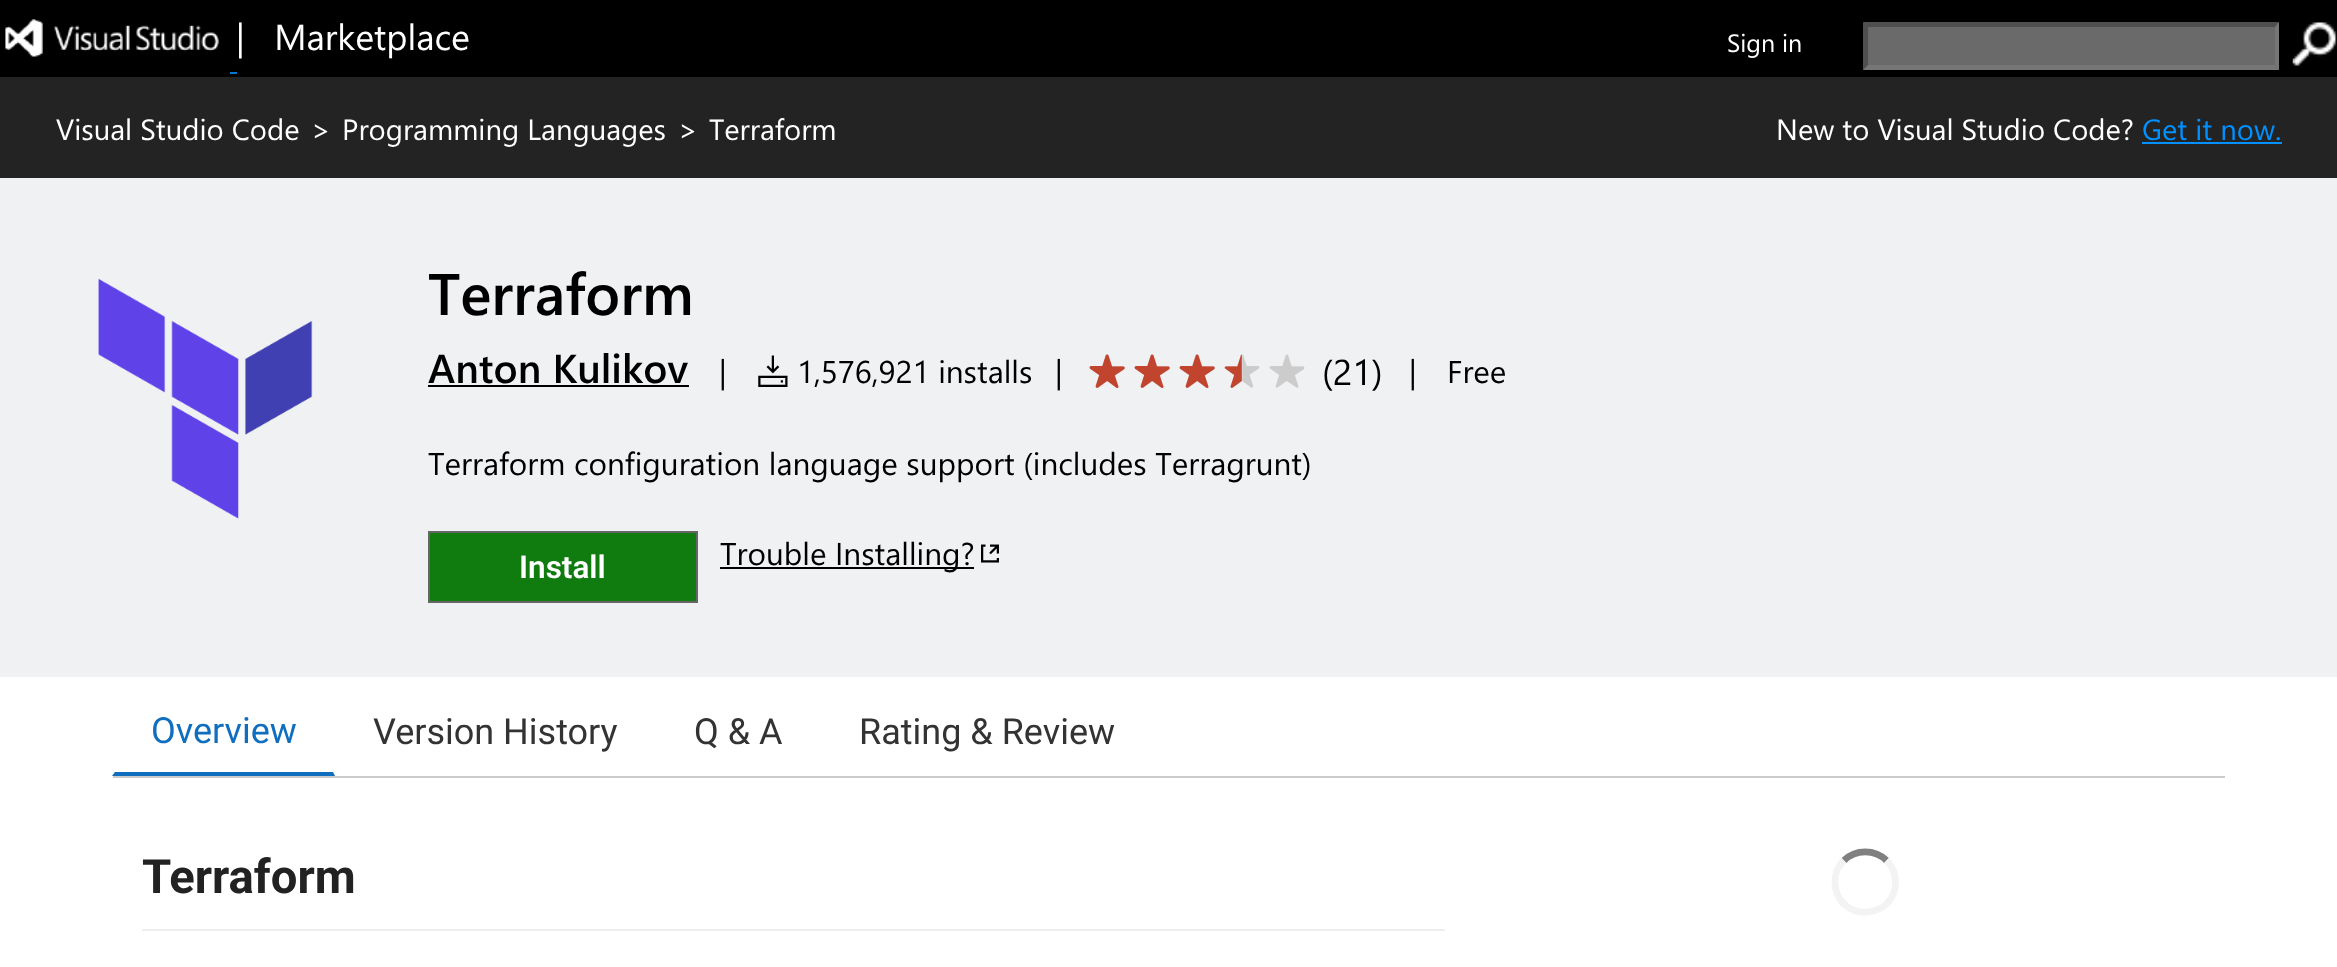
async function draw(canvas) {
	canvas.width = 2337;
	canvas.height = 967;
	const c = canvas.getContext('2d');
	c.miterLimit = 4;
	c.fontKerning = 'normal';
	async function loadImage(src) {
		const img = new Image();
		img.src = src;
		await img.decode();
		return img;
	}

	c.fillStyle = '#fff';
	c.fillRect(0, 0, 2337, 967);
	c.fillStyle = '#000';
	c.fillRect(0, 0, 2337, 77);
	c.drawImage(await loadImage('img1.png'), 5, 19, 214, 38);
	c.font = '36px Segoe UI';
	c.fillStyle = '#fff';
	c.fillText('|   Marketplace', 236, 50);
	c.fillStyle = '#0078d4';
	c.fillRect(230, 72, 7, 2);
	c.font = '25px Segoe UI';
	c.fillStyle = '#fff';
	c.fillText('Sign in', 1727, 52);
	c.fillStyle = '#6a6a6a';
	c.fillRect(1863, 23, 416, 47);
	c.fillStyle = '#4f4f4f';
	c.beginPath();
	c.moveTo(1863, 22);
	c.lineTo(2279, 22);
	c.lineTo(2275, 27);
	c.lineTo(1868, 27);
	c.closePath();
	c.fill();
	c.fillStyle = '#767676';
	c.beginPath();
	c.moveTo(2279, 22);
	c.lineTo(2279, 70);
	c.lineTo(2275, 65);
	c.lineTo(2275, 27);
	c.closePath();
	c.fill();
	c.beginPath();
	c.moveTo(2279, 70);
	c.lineTo(1863, 70);
	c.lineTo(1868, 65);
	c.lineTo(2275, 65);
	c.closePath();
	c.fill();
	c.fillStyle = '#4f4f4f';
	c.beginPath();
	c.moveTo(1863, 70);
	c.lineTo(1863, 22);
	c.lineTo(1868, 27);
	c.lineTo(1868, 65);
	c.closePath();
	c.fill();
	c.drawImage(await loadImage('img2.png'), 2292, 22, 45, 44);
	c.fillStyle = '#232323';
	c.fillRect(0, 77, 2337, 101);
	c.font = '29.25px Segoe UI';
	c.fillStyle = '#fff';
	for (const [text, x, y] of [
		['Visual Studio Code', 56, 140],
		['>', 311, 140],
		['Programming Languages', 342, 140],
		['>', 678, 140],
		['Terraform', 709, 140],
		['New to Visual Studio Code?', 1776, 140],
	]) {
		c.fillText(text, x, y);
	}
	c.fillStyle = '#0090ff';
	c.fillText('Get it now.', 2142, 140);
	c.fillRect(2142, 142, 140, 2);
	c.fillStyle = '#eff1f3';
	c.fillRect(0, 178, 2337, 499);
	c.drawImage(await loadImage('img3.png'), 98, 278, 215, 241);
	c.font = '600 58.5px Segoe UI';
	c.fillStyle = '#000';
	c.fillText('Terraform', 428, 315);
	c.font = '600 40.5px Segoe UI';
	c.fillText('Anton Kulikov', 428, 383);
	c.fillRect(428, 385, 261, 2);
	c.font = '31.5px Segoe UI';
	c.fillText('|', 719, 383);
	c.drawImage(await loadImage('img4.png'), 758, 355, 30, 32);
	c.fillText('1,576,921 installs', 797, 383);
	c.fillText('|', 1055, 383);
	c.drawImage(await loadImage('img5.png'), 1089, 354, 36, 34);
	c.drawImage(await loadImage('img5.png'), 1134, 354, 36, 34);
	c.drawImage(await loadImage('img5.png'), 1179, 354, 36, 34);
	c.drawImage(await loadImage('img6.png'), 1224, 354, 36, 34);
	c.drawImage(await loadImage('img7.png'), 1269, 354, 36, 34);
	c.font = '36px Segoe UI';
	c.fillText('(21)', 1322, 385);
	c.font = '31.5px Segoe UI';
	for (const [text, x, y] of [
		['|', 1409, 383],
		['Free', 1447, 383],
		['Terraform configuration language support (includes Terragrunt)', 428, 475],
	]) {
		c.fillText(text, x, y);
	}
	c.fillStyle = '#107c10';
	c.beginPath();
	c.rect(429, 532, 268, 70);
	c.fill();
	c.strokeStyle = '#666';
	c.lineWidth = 2;
	c.stroke();
	c.font = '600 31.5px Roboto';
	c.fillStyle = '#fff';
	c.fillText('Install', 519, 578);
	c.fillStyle = '#000';
	c.fillRect(720, 567, 254, 2);
	c.font = '31.5px Segoe UI';
	c.fillText('Trouble Installing?', 720, 565);
	c.drawImage(await loadImage('img8.png'), 981, 544, 18, 19);
	c.fillStyle = '#ccc';
	c.fillRect(113, 776, 2112, 2);
	c.fillStyle = '#106ebe';
	c.beginPath();
	c.moveTo(335, 776);
	c.lineTo(112, 776);
	c.lineTo(115, 772);
	c.lineTo(333, 772);
	c.closePath();
	c.fill();
	c.font = '36px Roboto';
	c.fillText('Overview', 151, 743);
	c.fillStyle = '#333';
	for (const [text, x, y] of [
		['Version History', 373, 744],
		['Q & A', 694, 744],
		['Rating & Review', 859, 744],
	]) {
		c.fillText(text, x, y);
	}
	c.fillStyle = '#eee';
	c.fillRect(142, 929, 1303, 2);
	c.font = 'bold 47.25px Roboto';
	c.fillStyle = '#222';
	c.fillText('Terraform', 142, 893);
	c.beginPath();
	c.moveTo(1844, 860.5);
	c.bezierCurveTo(1855.5, 849, 1875, 849, 1886.5, 860.5);
	c.strokeStyle = '#808080';
	c.lineWidth = 6.8;
	c.stroke();
	c.beginPath();
	c.moveTo(1886.5, 860.5);
	c.bezierCurveTo(1892.5, 866, 1895.5, 874, 1895.5, 882);
	c.bezierCurveTo(1895.5, 918.5, 1842.5, 923.5, 1835.5, 888);
	c.bezierCurveTo(1833.5, 878, 1836.5, 867.5, 1844, 860.5);
	c.strokeStyle = '#f3f3f3';
	c.stroke();
}

draw(document.querySelector('canvas'));
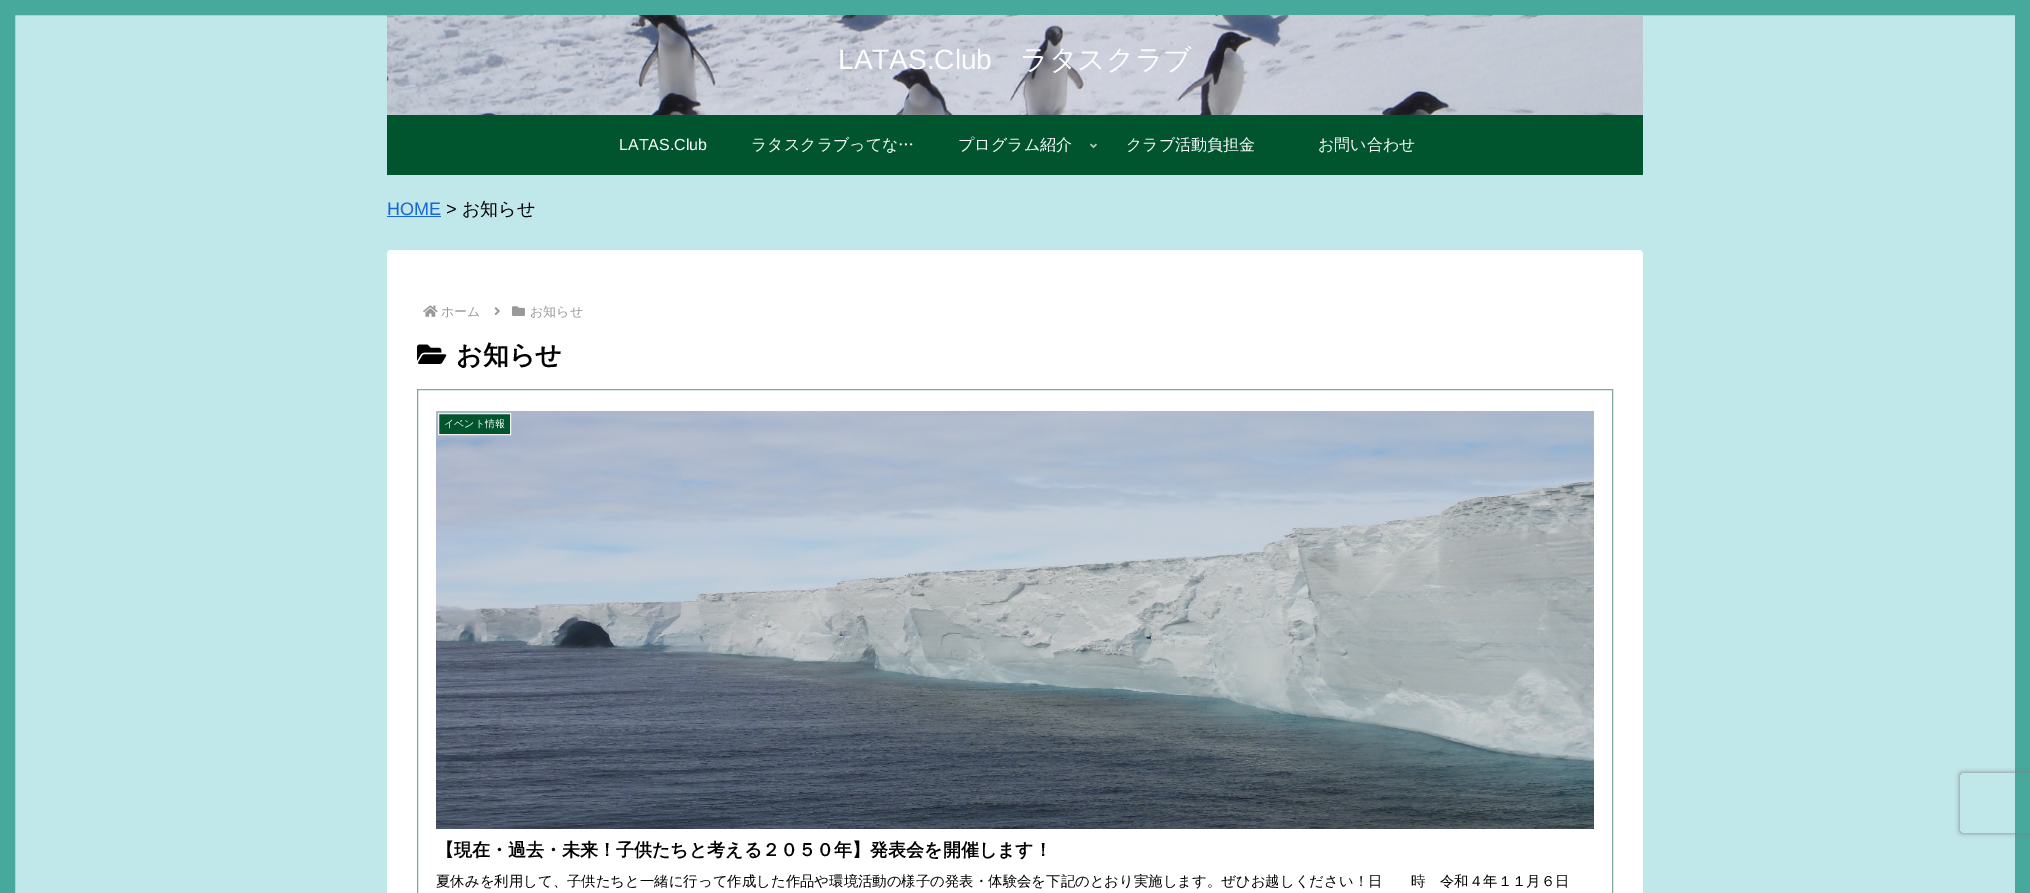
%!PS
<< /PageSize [2030 893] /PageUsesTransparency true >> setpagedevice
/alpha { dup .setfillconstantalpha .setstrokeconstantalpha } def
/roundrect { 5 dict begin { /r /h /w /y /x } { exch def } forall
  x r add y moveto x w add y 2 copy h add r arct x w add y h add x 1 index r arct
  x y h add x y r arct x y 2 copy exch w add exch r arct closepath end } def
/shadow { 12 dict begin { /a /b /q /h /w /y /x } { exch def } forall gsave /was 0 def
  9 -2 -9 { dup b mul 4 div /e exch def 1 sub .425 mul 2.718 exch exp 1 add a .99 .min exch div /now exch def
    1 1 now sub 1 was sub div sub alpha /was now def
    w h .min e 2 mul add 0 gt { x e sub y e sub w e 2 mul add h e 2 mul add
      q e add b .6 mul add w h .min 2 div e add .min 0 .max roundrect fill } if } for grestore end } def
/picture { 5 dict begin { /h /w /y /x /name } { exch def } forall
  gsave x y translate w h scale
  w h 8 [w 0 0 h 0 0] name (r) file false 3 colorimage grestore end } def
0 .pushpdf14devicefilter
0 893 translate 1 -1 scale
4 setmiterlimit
0.753 0.906 0.918 setrgbcolor
0 0 2030 893 rectfill
0.278 0.659 0.612 setrgbcolor
15 setlinewidth
7.5 7.5 2015 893 rectstroke
0 0.333 0.18 setrgbcolor
387 115 1256 60 rectfill
(img1.rgb) 387 15 1256 100 picture
/LiberationSans-Regular [28 0 0 -28 0 0] selectfont
0.988 setgray
838 69 moveto (LATAS.Club) show
/WenQuanYiZenHei-Medium [28 0 0 -28 0 0] selectfont
1020 69 moveto (ラタスクラブ) show
/LiberationSans-Regular [16 0 0 -16 0 0] selectfont
619 150 moveto (LATAS.Club) show
/WenQuanYiZenHei-Medium [16 0 0 -16 0 0] selectfont
751 150 moveto (ラタスクラブってな…) show
958 150 moveto (プログラム紹介) show
(img2.rgb) 1090 143 7 5 picture
1126 150 moveto (クラブ活動負担金) show
1318 150 moveto (お問い合わせ) show
/LiberationSans-Regular [18 0 0 -18 0 0] selectfont
0.098 0.404 0.824 setrgbcolor
387 215 moveto (HOME) show
387 216 54 1 rectfill
0 setgray
446 215 moveto (>) show
/WenQuanYiZenHei-Medium [18 0 0 -18 0 0] selectfont
462 215 moveto (お知らせ) show
1 setgray
387 250 1256 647 4 roundrect fill
(img3.rgb) 423 305 15 12 picture
/WenQuanYiZenHei-Medium [13 0 0 -13 0 0] selectfont
0.6 setgray
441 316 moveto (ホーム) show
(img4.rgb) 494 307 6 9 picture
(img5.rgb) 512 306 13 10 picture
530 316 moveto (お知らせ) show
(img6.rgb) 417 344 30 20 picture
/WenQuanYiZenHei-Bold [26 0 0 -26 0 0] selectfont
0 setgray
456 364 moveto (お知らせ) show
0.502 0.667 0.592 setrgbcolor
1 setlinewidth
417.5 389.5 1195 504 rectstroke
(img7.rgb) 436 411 1158 418 picture
0 0.333 0.18 setrgbcolor
newpath 438.5 413.5 moveto 510.5 413.5 lineto 510.5 434.5 lineto 438.5 434.5 lineto closepath gsave fill grestore
0.933 setgray
stroke
/WenQuanYiZenHei-Medium [10 0 0 -10 0 0] selectfont
0.988 setgray
444 427 moveto (イベント情報) show
/WenQuanYiZenHei-Bold [18 0 0 -18 0 0] selectfont
0 setgray
436 856 moveto (【現在・過去・未来！子供たちと考える２０５０年】発表会を開催します！) show
/WenQuanYiZenHei-Medium [14.4 0 0 -14.4 0 0] selectfont
436 886 moveto (夏休みを利用して、子供たちと一緒に行って作成した作品や環境活動の様子の発表・体験会を下記のとおり実施します。ぜひお越しください！日　　時　令和４年１１月６日) show
gsave
newpath 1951 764 moveto 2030 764 lineto 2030 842 lineto 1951 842 lineto closepath 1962 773 moveto 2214 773 lineto 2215 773 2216 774 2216 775 curveto 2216 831 lineto 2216 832 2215 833 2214 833 curveto 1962 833 lineto 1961 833 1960 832 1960 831 curveto 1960 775 lineto 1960 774 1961 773 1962 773 curveto closepath eoclip newpath
0.502 setgray
1960 773 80 60 2 2.5 1 shadow
grestore
.poppdf14devicefilter showpage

----------------

WHAT IS REQUIRED
The lines in the records above that include the word "exch" must be copied out.

TASK RESPONSE
/roundrect { 5 dict begin { /r /h /w /y /x } { exch def } forall
  x y h add x y r arct x y 2 copy exch w add exch r arct closepath end } def
/shadow { 12 dict begin { /a /b /q /h /w /y /x } { exch def } forall gsave /was 0 def
  9 -2 -9 { dup b mul 4 div /e exch def 1 sub .425 mul 2.718 exch exp 1 add a .99 .min exch div /now exch def
/picture { 5 dict begin { /h /w /y /x /name } { exch def } forall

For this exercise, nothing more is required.